> _Stored items_:
━━━━━━━━━━━━━━━━
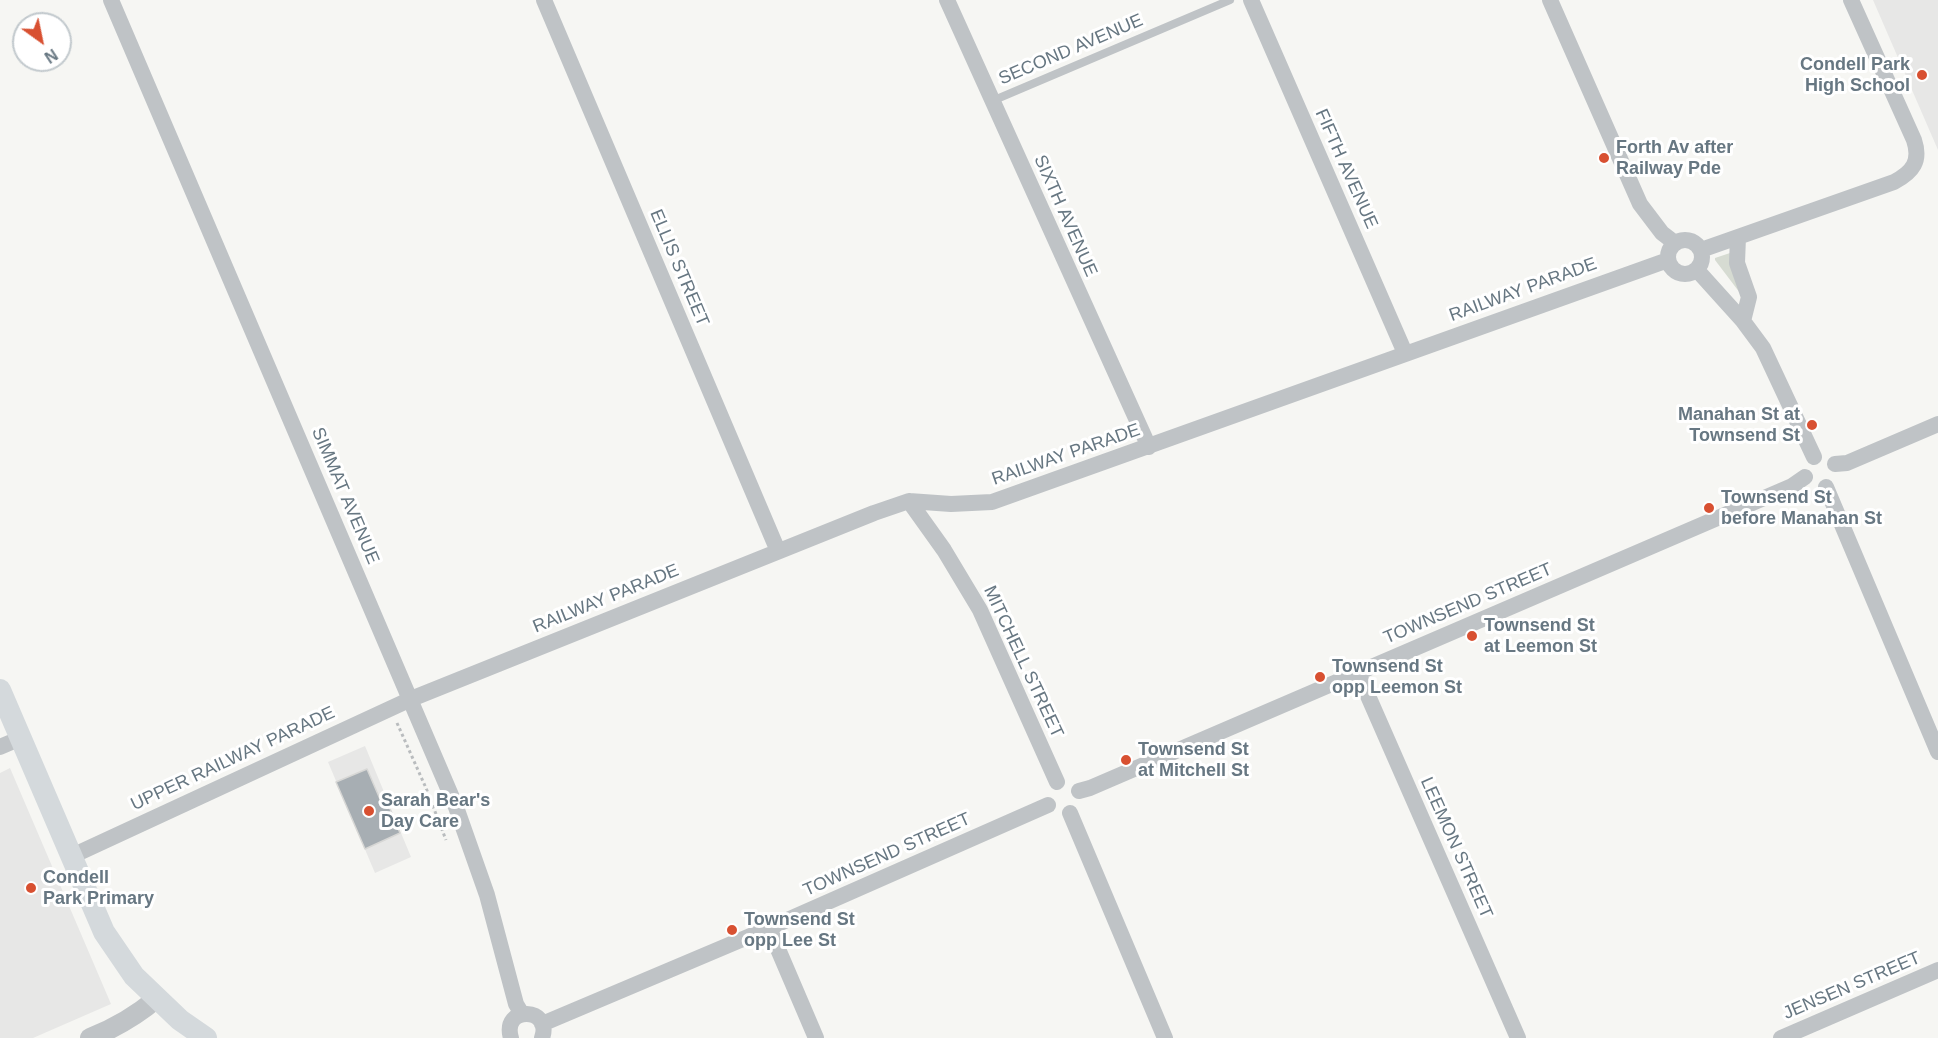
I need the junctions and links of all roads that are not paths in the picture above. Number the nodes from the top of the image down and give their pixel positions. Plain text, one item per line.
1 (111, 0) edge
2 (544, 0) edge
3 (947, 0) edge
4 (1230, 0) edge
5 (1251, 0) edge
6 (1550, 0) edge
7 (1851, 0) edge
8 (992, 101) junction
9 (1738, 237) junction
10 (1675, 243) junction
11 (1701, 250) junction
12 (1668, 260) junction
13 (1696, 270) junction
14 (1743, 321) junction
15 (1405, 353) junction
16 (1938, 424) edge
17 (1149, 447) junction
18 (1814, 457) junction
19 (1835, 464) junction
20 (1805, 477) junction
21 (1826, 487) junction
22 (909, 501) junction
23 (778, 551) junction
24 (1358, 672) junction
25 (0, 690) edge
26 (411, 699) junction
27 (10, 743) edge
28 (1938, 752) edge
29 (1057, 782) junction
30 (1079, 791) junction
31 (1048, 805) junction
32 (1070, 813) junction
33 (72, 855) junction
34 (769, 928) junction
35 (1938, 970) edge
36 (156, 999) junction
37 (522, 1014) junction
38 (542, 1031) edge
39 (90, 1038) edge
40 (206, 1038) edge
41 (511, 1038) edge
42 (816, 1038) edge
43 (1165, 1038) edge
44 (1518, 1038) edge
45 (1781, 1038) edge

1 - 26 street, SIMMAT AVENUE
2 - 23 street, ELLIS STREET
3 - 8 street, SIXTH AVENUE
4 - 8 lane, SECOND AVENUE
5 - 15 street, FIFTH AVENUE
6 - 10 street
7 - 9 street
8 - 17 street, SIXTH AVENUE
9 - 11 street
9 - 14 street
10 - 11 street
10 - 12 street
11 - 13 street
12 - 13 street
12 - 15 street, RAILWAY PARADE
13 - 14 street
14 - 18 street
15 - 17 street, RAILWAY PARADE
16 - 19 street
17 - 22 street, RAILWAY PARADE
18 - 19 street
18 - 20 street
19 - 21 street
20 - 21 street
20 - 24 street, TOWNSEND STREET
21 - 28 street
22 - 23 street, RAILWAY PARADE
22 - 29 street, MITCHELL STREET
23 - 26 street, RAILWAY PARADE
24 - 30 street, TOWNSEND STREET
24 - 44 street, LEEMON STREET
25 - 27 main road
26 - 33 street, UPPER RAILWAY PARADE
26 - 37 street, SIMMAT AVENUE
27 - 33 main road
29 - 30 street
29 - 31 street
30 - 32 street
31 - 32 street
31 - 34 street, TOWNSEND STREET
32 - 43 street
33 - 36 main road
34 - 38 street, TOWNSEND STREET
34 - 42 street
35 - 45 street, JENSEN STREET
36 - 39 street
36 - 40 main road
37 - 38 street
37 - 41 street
━━━━━━━━━━━━━━━━
> _TASK_:
Find and copy every line in the entries above where the string "SIXTH" occurs.

> _RESPONSE AREA_:
3 - 8 street, SIXTH AVENUE
8 - 17 street, SIXTH AVENUE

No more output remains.